┌──

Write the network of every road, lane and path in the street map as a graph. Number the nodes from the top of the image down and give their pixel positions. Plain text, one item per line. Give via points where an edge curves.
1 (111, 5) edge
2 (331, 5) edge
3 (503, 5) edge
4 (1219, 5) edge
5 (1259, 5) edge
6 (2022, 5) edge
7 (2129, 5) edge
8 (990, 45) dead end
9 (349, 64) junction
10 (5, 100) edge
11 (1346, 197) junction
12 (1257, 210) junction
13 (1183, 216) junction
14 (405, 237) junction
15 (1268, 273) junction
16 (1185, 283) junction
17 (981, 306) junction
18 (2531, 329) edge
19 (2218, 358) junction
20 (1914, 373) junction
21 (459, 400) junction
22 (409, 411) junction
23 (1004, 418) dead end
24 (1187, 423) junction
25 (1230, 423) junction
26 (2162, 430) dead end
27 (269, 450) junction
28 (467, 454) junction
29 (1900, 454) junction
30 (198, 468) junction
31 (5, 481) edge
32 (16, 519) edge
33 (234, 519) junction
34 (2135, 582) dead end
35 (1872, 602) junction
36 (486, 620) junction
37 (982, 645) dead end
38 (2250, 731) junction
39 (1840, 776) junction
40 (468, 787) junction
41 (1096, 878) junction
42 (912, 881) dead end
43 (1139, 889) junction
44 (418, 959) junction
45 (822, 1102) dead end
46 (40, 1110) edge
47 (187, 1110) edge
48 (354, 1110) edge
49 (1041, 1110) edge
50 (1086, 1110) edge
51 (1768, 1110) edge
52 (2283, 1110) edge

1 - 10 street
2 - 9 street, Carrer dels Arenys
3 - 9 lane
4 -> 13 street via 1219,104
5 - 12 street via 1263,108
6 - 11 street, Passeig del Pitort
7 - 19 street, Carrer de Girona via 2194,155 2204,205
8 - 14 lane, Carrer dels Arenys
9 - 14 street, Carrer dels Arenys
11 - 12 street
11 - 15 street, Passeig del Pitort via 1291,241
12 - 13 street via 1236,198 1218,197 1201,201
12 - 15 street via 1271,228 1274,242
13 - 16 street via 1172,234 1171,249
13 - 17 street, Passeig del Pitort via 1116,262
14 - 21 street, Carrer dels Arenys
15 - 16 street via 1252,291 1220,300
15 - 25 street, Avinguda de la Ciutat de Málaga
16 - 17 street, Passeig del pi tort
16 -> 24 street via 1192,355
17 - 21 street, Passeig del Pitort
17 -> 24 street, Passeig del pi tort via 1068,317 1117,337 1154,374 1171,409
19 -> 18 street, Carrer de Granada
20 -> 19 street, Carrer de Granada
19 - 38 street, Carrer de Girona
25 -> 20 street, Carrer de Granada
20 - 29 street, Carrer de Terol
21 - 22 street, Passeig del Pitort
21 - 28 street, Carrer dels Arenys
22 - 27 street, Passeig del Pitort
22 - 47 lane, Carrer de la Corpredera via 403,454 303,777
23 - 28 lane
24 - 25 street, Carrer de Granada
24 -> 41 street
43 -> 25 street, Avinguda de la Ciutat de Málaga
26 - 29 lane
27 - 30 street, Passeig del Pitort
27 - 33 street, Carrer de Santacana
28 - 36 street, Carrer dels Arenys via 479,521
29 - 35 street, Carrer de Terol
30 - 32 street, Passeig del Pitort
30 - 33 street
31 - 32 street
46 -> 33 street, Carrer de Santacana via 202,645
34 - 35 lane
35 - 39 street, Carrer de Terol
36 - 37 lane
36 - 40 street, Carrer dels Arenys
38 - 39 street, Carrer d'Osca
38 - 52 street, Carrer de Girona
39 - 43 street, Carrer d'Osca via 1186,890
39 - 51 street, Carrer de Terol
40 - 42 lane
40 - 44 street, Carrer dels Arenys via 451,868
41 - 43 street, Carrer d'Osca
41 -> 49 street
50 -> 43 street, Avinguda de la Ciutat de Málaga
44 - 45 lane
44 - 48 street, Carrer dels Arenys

└──

**ASSIGNMENT**
For this exercise, gather every line of the data that contains the word "Osca".

**ANSWER**
38 - 39 street, Carrer d'Osca
39 - 43 street, Carrer d'Osca via 1186,890
41 - 43 street, Carrer d'Osca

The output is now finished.